IRA Recharacterizations: What You Can and Can't Do Now

Michael Kitces is a partner and the director of wealth management for Pinnacle Advisory Group, co-founder of the XY Planning Network, and publisher of the continuing education blog for financial planners, Nerd's Eye View. You can follow him on Twitter at @MichaelKitces.

Christine Benz: Hi, I'm Christine Benz for Morningstar.com. As part of the recently enacted tax laws, investors converting traditional IRA assets to Roth lost a valuable escape hatch. Joining me via Skype to discuss the demise of recharacterizations is financial planning expert Michael Kitces.

Michael, thank you so much for being here.

Michael Kitces: My pleasure. Happy to join.

Benz: Prior to these laws being finalized, we had heard a lot of hand-wringing about major changes to the retirement savings system. A lot of those ideas did not come to fruition in the final tax laws, but one thing that did come through is the banning of what's called recharacterization of an IRA. Let's talk about what that is, why people were using it, and what's next for recharacterization.

Kitces: It was interesting watching the tax legislation evolve, but early on as you said, there was a lot of discussion about major changes and overhauls. What we really ended up with was more of the so-called loophole closers and the crackdowns. This definitely falls in that category. The idea of a recharacterization is when money goes into a Roth account and you realize later, oops, maybe I didn't mean to do that or I couldn't have done that, it was essentially the undo button to put it back. It could apply in two situations, either number one: I just contributed to a Roth and now I want to change my mind and do it the traditional instead; or I converted from an IRA to a Roth and now I'd like to hit the undo button and switch it back to the original account instead. It sounds sort of straightforward to say, of course if you do it, you should be able to undo it, but we have pretty specific rules around what happens when money leaves IRAs with taxes and penalties. We needed a formal rule that says if you just put money into a Roth, here's how you can literally recharacterize it over to the other type of pretax traditional IRA accounts. The recharacterization rules were the formal recognition of the ability to do that.

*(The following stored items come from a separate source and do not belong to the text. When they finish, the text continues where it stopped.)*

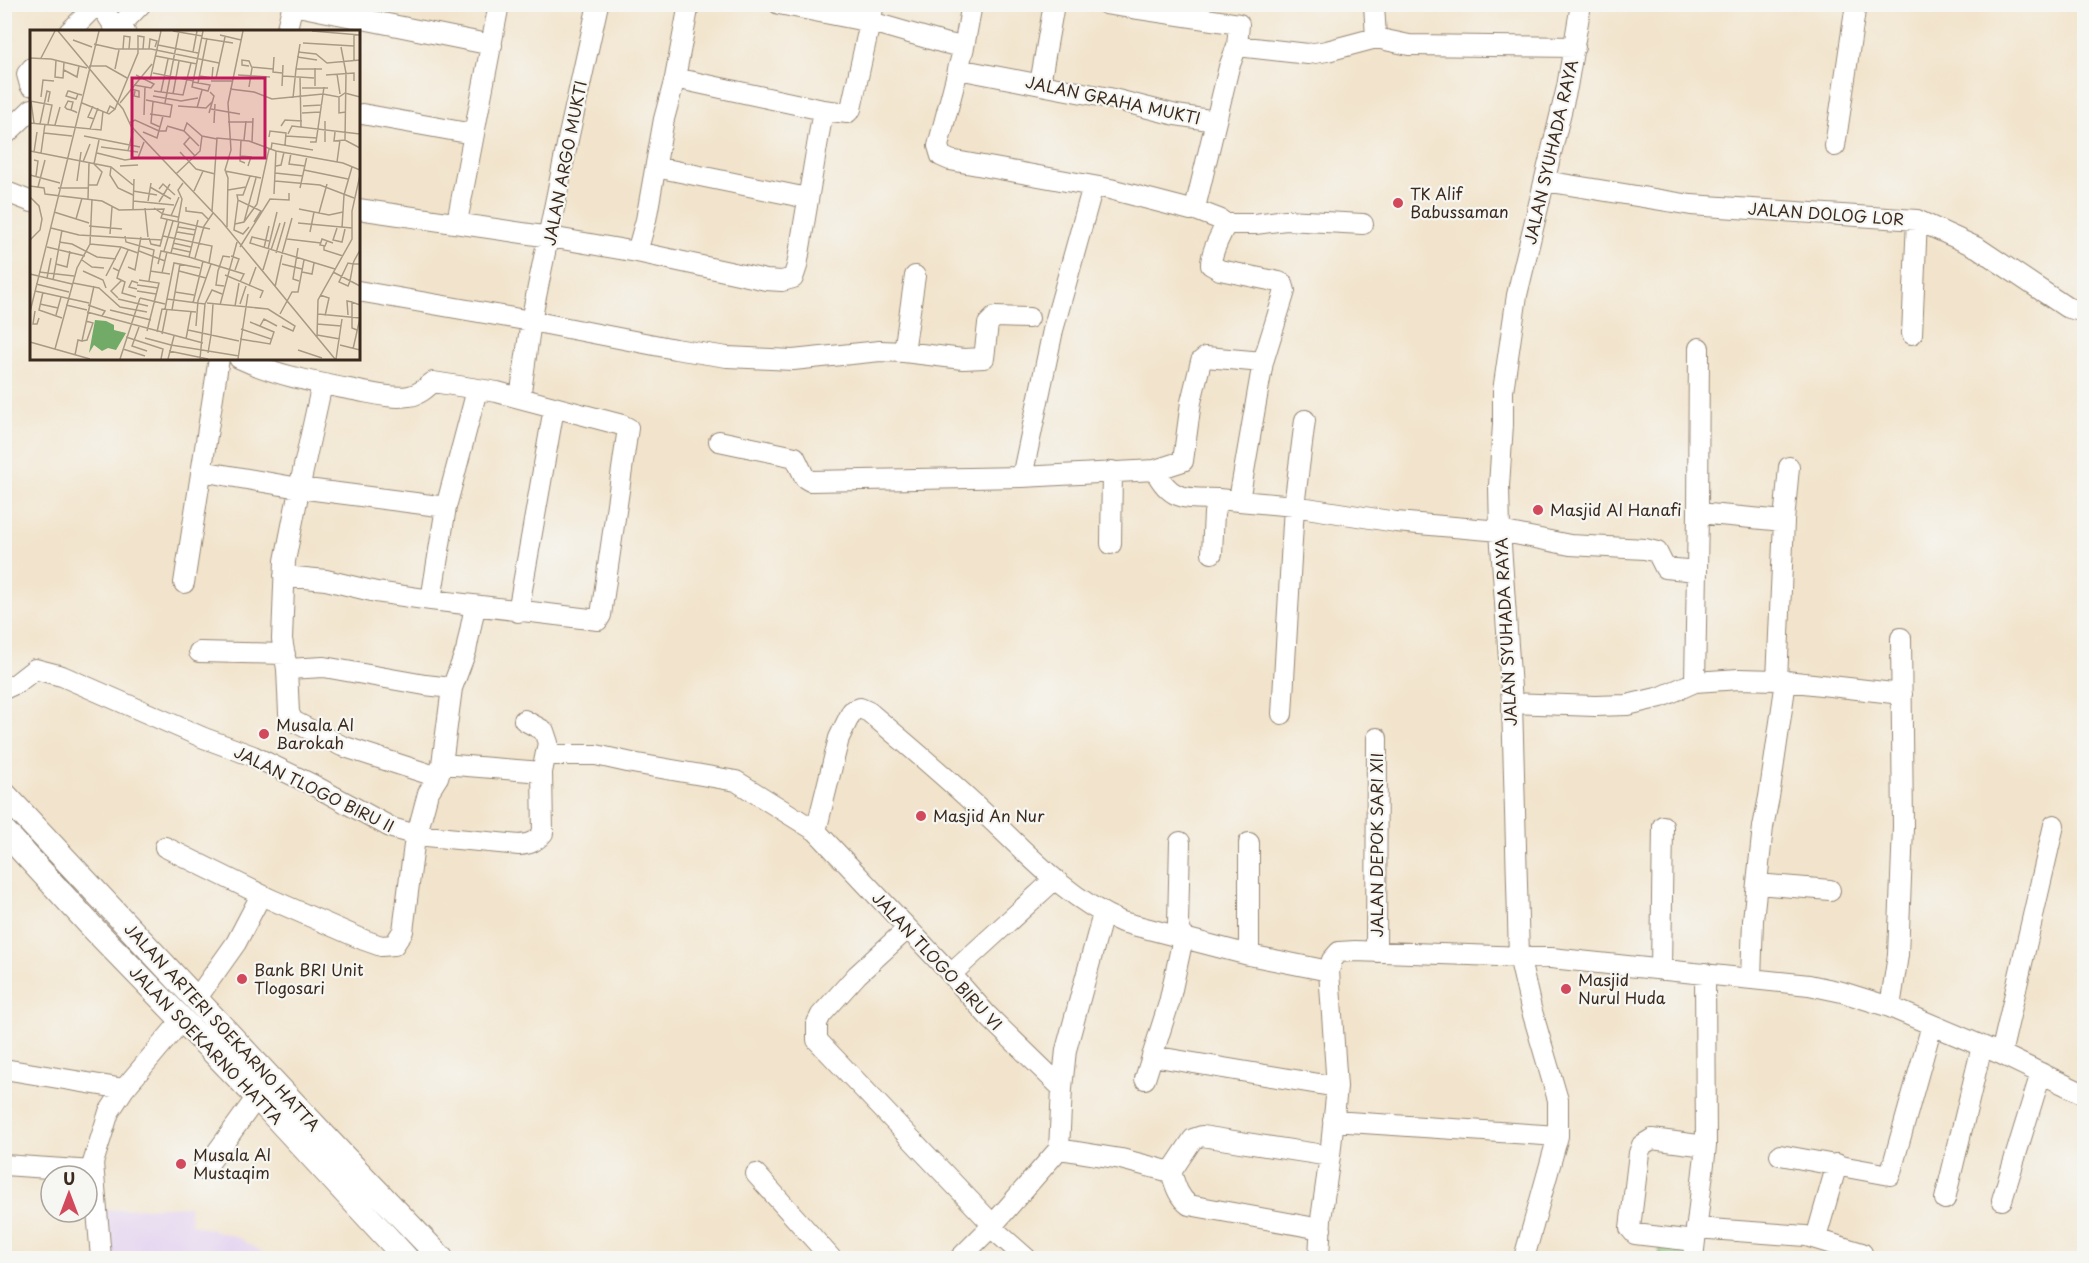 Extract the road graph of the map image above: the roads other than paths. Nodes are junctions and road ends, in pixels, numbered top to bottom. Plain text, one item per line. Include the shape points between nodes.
1 (99, 4) edge
2 (141, 4) edge
3 (500, 4) edge
4 (598, 4) edge
5 (689, 4) edge
6 (779, 4) edge
7 (972, 4) edge
8 (1054, 4) edge
9 (1106, 4) edge
10 (1374, 4) edge
11 (1581, 4) edge
12 (1856, 4) edge
13 (293, 5) edge
14 (872, 13) edge
15 (71, 30) edge
16 (117, 30) edge
17 (119, 30) edge
18 (287, 30) edge
19 (1376, 38) junction
20 (492, 45) junction
21 (1237, 46) junction
22 (964, 47) junction
23 (1575, 47) junction
24 (958, 69) junction
25 (675, 78) junction
26 (1040, 84) junction
27 (823, 110) junction
28 (30, 112) edge
29 (362, 114) dead end
30 (1216, 121) junction
31 (473, 134) junction
32 (4, 136) edge
33 (1835, 146) dead end
34 (656, 167) junction
35 (1545, 181) junction
36 (1093, 186) junction
37 (4, 191) edge
38 (807, 198) junction
39 (30, 201) edge
40 (360, 209) edge
41 (1193, 209) junction
42 (1917, 220) junction
43 (457, 222) junction
44 (1226, 224) junction
45 (1363, 224) dead end
46 (550, 237) junction
47 (637, 252) junction
48 (915, 276) dead end
49 (360, 291) edge
50 (2085, 312) edge
51 (1029, 318) dead end
52 (531, 321) junction
53 (1912, 334) dead end
54 (1699, 348) dead end
55 (904, 352) junction
56 (219, 360) edge
57 (247, 360) edge
58 (1263, 362) junction
59 (262, 364) edge
60 (322, 384) junction
61 (477, 390) junction
62 (520, 398) junction
63 (554, 408) junction
64 (1305, 420) dead end
65 (719, 441) dead end
66 (1789, 468) dead end
67 (1155, 470) junction
68 (201, 471) junction
69 (1112, 471) junction
70 (1022, 477) junction
71 (299, 488) junction
72 (1218, 499) junction
73 (1239, 500) junction
74 (1294, 506) junction
75 (446, 507) junction
76 (1698, 513) junction
77 (1784, 521) junction
78 (1500, 531) junction
79 (1111, 544) dead end
80 (1212, 553) dead end
81 (1698, 571) junction
82 (284, 576) junction
83 (184, 583) dead end
84 (431, 600) junction
85 (475, 606) junction
86 (519, 612) junction
87 (1901, 638) dead end
88 (199, 652) dead end
89 (286, 662) junction
90 (1781, 681) junction
91 (1695, 682) junction
92 (452, 688) junction
93 (4, 689) edge
94 (1902, 694) junction
95 (1512, 703) junction
96 (1282, 714) dead end
97 (524, 720) dead end
98 (1377, 738) dead end
99 (544, 763) junction
100 (440, 771) junction
101 (4, 794) edge
102 (2055, 825) dead end
103 (1663, 826) dead end
104 (816, 831) junction
105 (416, 835) junction
106 (7, 840) edge
107 (1180, 842) dead end
108 (1249, 843) dead end
109 (165, 847) dead end
110 (1055, 879) junction
111 (1757, 884) junction
112 (1830, 890) dead end
113 (261, 895) junction
114 (1103, 914) junction
115 (906, 928) junction
116 (1182, 938) junction
117 (1376, 952) junction
118 (1249, 955) junction
119 (1519, 956) junction
120 (1661, 970) junction
121 (1329, 971) junction
122 (1705, 973) junction
123 (951, 974) junction
124 (1752, 980) junction
125 (197, 998) junction
126 (1890, 1007) junction
127 (183, 1019) junction
128 (1932, 1025) junction
129 (1982, 1046) junction
130 (2001, 1054) junction
131 (1152, 1056) junction
132 (4, 1069) edge
133 (2041, 1073) junction
134 (1145, 1079) dead end
135 (1337, 1087) junction
136 (1062, 1088) junction
137 (124, 1089) junction
138 (2085, 1094) edge
139 (257, 1097) junction
140 (1333, 1121) junction
141 (1558, 1136) junction
142 (1706, 1146) junction
143 (1059, 1149) junction
144 (1780, 1155) dead end
145 (1330, 1156) junction
146 (93, 1164) edge
147 (1837, 1164) junction
148 (4, 1165) edge
149 (39, 1167) edge
150 (204, 1170) dead end
151 (1171, 1172) junction
152 (756, 1174) dead end
153 (381, 1196) junction
154 (1945, 1199) dead end
155 (2002, 1200) dead end
156 (362, 1211) junction
157 (98, 1224) edge
158 (992, 1226) junction
159 (1321, 1229) junction
160 (1815, 1238) junction
161 (1695, 1243) edge
162 (1867, 1256) edge
163 (102, 1258) edge
164 (406, 1258) edge
165 (441, 1258) edge
166 (831, 1258) edge
167 (960, 1258) edge
168 (1026, 1258) edge
169 (1319, 1258) edge
170 (1524, 1258) edge

1 - 15 street
1 - 16 street
2 - 17 street
3 - 20 street
4 - 46 street, JALAN ARGO MUKTI
5 - 25 street
6 - 14 street
7 - 22 street
8 - 26 street
9 - 21 street via 1239,24
10 - 19 street
11 - 23 street, JALAN SYUHADA RAYA
12 - 33 street
13 - 18 street
13 - 20 street
14 - 22 street via 944,43
14 - 27 street via 850,109 841,114
19 - 21 street via 1308,54
19 - 23 street via 1408,45
20 - 31 street
21 - 30 street
22 - 24 street
23 - 35 street, JALAN SYUHADA RAYA
24 - 26 street, JALAN GRAHA MUKTI
24 - 36 street via 938,146 941,156
25 - 27 street
25 - 34 street
26 - 30 street, JALAN GRAHA MUKTI
27 - 38 street
28 - 32 street
29 - 31 street
30 - 41 street, JALAN GRAHA MUKTI
31 - 43 street
34 - 38 street
34 - 47 street
35 - 42 street, JALAN DOLOG LOR via 1691,205
35 - 78 street, JALAN SYUHADA RAYA via 1517,295 1503,391
36 - 41 street
36 - 70 street via 1053,330
37 - 39 street
38 - 47 street via 793,278 766,280
40 - 43 street
41 - 44 street
42 - 50 street, JALAN DOLOG LOR via 1977,248 2066,306
42 - 53 street
43 - 46 street
44 - 45 street via 1287,220
44 - 58 street via 1211,265 1283,284 1285,291
46 - 47 street
46 - 52 street, JALAN ARGO MUKTI
48 - 55 street
49 - 52 street
51 - 55 street via 995,317 988,324 984,358
52 - 55 street via 675,349 765,360
52 - 62 street, JALAN ARGO MUKTI
54 - 76 street
56 - 68 street
57 - 59 street
58 - 67 street via 1206,357 1201,361 1191,402 1185,458
58 - 73 street
59 - 60 street
60 - 61 street via 400,396 417,394 433,382
60 - 71 street
61 - 62 street
61 - 75 street
62 - 63 street
63 - 86 street
63 - 86 street via 628,428 601,615 598,620 589,620
64 - 74 street
65 - 70 street via 789,454 810,481
66 - 77 street
67 - 69 street
67 - 72 street via 1174,495
68 - 71 street
68 - 83 street
69 - 70 street
69 - 79 street
71 - 75 street
71 - 82 street
72 - 73 street
72 - 80 street
73 - 74 street
74 - 78 street via 1396,522
74 - 96 street
75 - 84 street
76 - 77 street
76 - 81 street
77 - 90 street
78 - 81 street via 1570,544 1645,549 1657,552 1665,567
78 - 95 street, JALAN SYUHADA RAYA
81 - 91 street
82 - 84 street
82 - 89 street via 282,639
84 - 85 street
85 - 86 street
85 - 92 street via 466,651
87 - 94 street
88 - 89 street
89 - 92 street
89 - 100 street, JALAN TLOGO BIRU VI via 289,713 293,721 342,746
90 - 91 street
90 - 94 street
90 - 111 street
91 - 95 street via 1661,697 1627,705
92 - 100 street
93 - 105 street, JALAN TLOGO BIRU II via 34,669 62,676 253,756 392,828
94 - 126 street via 1899,943
95 - 119 street, JALAN SYUHADA RAYA
97 - 99 street, JALAN TLOGO BIRU II via 544,731 548,743
98 - 117 street, JALAN DEPOK SARI XII
99 - 100 street, JALAN TLOGO BIRU VI
99 - 104 street, JALAN TLOGO BIRU VI via 596,755 736,781
99 - 105 street, JALAN TLOGO BIRU II via 543,833 537,841 519,845
100 - 105 street via 428,793
101 - 125 main road, JALAN ARTERI SOEKARNO HATTA
102 - 130 street
103 - 120 street
104 - 110 street via 839,738 852,711 860,708 943,775
104 - 115 street, JALAN TLOGO BIRU VI
105 - 113 street via 403,931 394,945 381,946 364,940
106 - 127 main road, JALAN SOEKARNO HATTA
107 - 116 street via 1178,923
108 - 118 street
109 - 113 street
110 - 114 street
110 - 123 street
111 - 112 street
111 - 124 street
113 - 125 street via 236,943
114 - 116 street
114 - 136 street via 1066,1050
115 - 123 street, JALAN TLOGO BIRU VI
115 - 158 street via 821,1015 817,1040
116 - 118 street
116 - 131 street via 1169,1003
117 - 119 street
117 - 121 street via 1339,952
118 - 121 street
119 - 120 street
119 - 141 street, JALAN SYUHADA RAYA via 1558,1100
120 - 122 street
121 - 135 street
122 - 124 street
122 - 142 street
123 - 136 street, JALAN TLOGO BIRU VI
124 - 126 street via 1809,985
125 - 153 main road, JALAN ARTERI SOEKARNO HATTA
126 - 128 street
127 - 137 street
127 - 139 main road, JALAN SOEKARNO HATTA
128 - 129 street
128 - 147 street via 1890,1175
129 - 130 street
129 - 154 street
130 - 133 street
131 - 134 street
131 - 135 street
132 - 137 street
133 - 138 street
133 - 155 street
135 - 140 street
136 - 143 street
137 - 146 street via 109,1112
139 - 150 street
139 - 156 main road, JALAN SOEKARNO HATTA
140 - 141 street
140 - 145 street
141 - 170 street, JALAN SYUHADA RAYA
142 - 161 street
142 - 161 street via 1652,1139 1642,1145 1630,1228 1635,1234
143 - 151 street
143 - 158 street
144 - 147 street
145 - 151 street via 1202,1136 1192,1139
145 - 159 street
147 - 160 street
148 - 149 street
151 - 159 street via 1175,1186 1189,1204
152 - 166 street
153 - 156 main road
153 - 165 main road, JALAN ARTERI SOEKARNO HATTA
156 - 164 main road, JALAN SOEKARNO HATTA
157 - 163 street
158 - 167 street
158 - 168 street
159 - 169 street
160 - 161 street
160 - 162 street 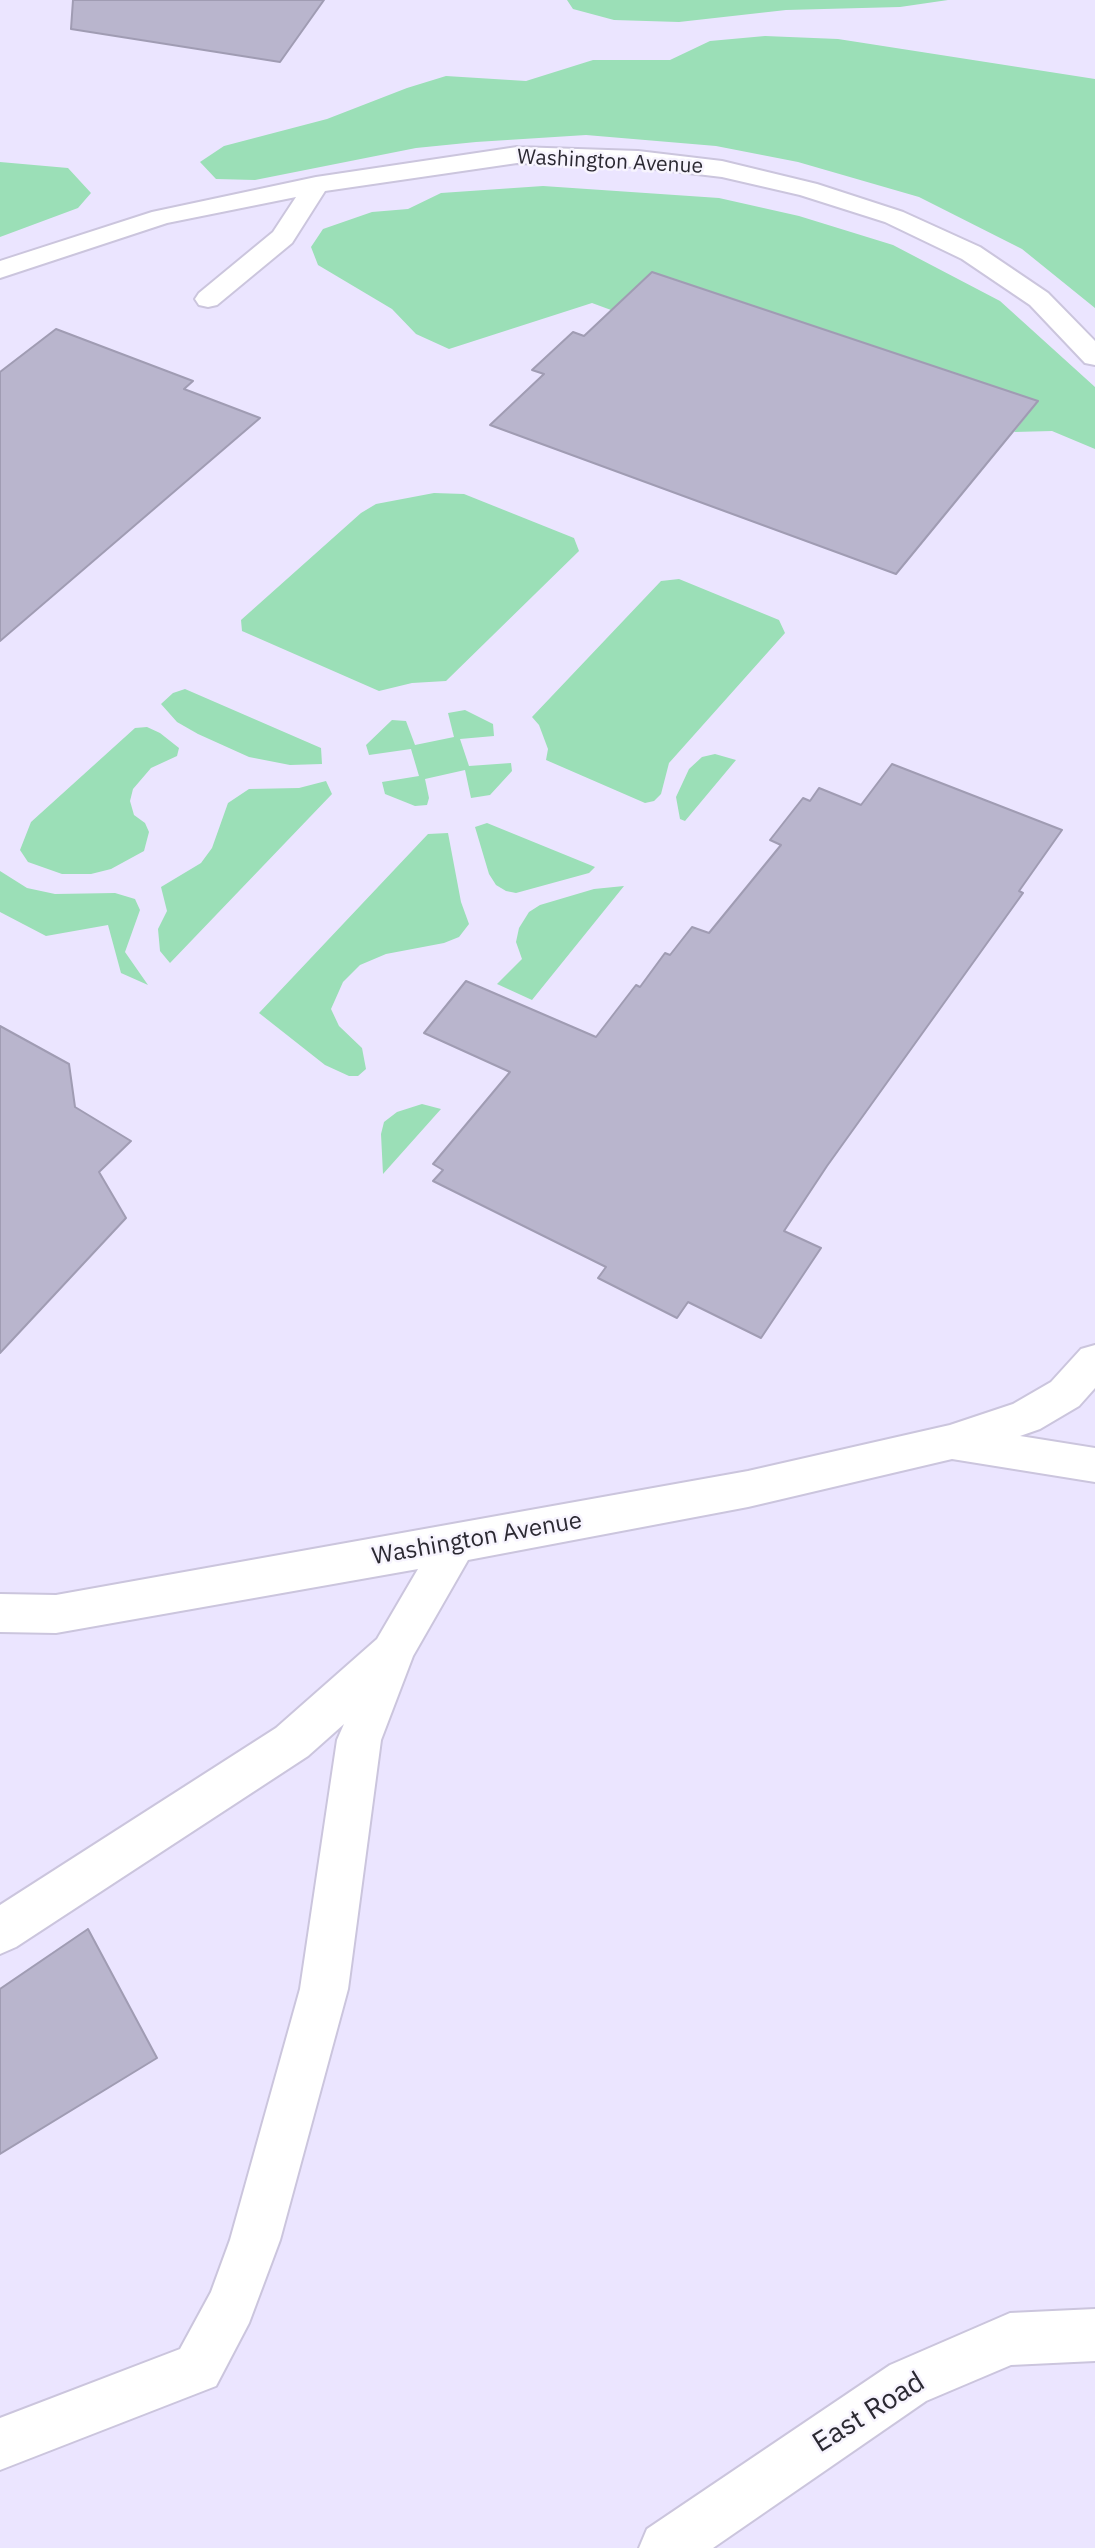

Benz: Just to clarify, in terms of the inadvertent, incorrect contribution, maybe I meant to contribute to a Roth IRA and I did a traditional IRA instead, it sounds like I'll still be able to undo mistakes like that at the contribution level. It's the conversion thing that's changing?

Kitces: Correct. We have this rule framework that let you do the undo process. There are two primary scenarios. Either I contributed to one and I say, oops, I meant to contribute to the other; or I converted from an IRA to a Roth and I say, oops, maybe I didn't want to do that, and I want to go back. The origin of this rule was actually just because the original Roth accounts, when they were first established in 1997, all had income limitations. There was an income limit to contribute, there was an income limit to convert. One of the primary risks was, you would put the money in a Roth and then you would find out when you're preparing your taxes that you were over the income limit, and you weren't supposed to have done that. You could put it back.

Now what changes, in 2010 we eliminated the income limits on Roth conversions. There's no such thing as a conversion that you did and would need to undo because of income limits. The only time you would undo it is if you wanted to or changed your mind, which was not really the purpose of the rules. The problem that had occurred is not only is it no longer necessary to recharacterize just because we changed our minds, but people actually began to use this as a proactive strategy where they would say, I'll do a conversion and then if the market goes up then I'll hold on to it, but if the market goes down, then I'll recharacterizate it, and I'll just do it over again at the new lowered dollar amounts, and it was kind of, you get to run a horse race and then pick the winner after the race ends. it was viewed as a form of abuse. To crack down on that specific version, Congress came in and said recharacterizations of conversions are no longer allowed. The only real reason for it was income limits. Income limits are gone. In theory, we don't need recharacterizations anymore.

They are just removed from the conversion part, but they stay for the contribution part, because we still have income limits for the contribution part. You might actually accidentally contribute when you couldn't, and you need a way to move it. Re

Benz: Just to review, when you do a conversion, say from traditional IRA to Roth, let's talk about the tax implications of that.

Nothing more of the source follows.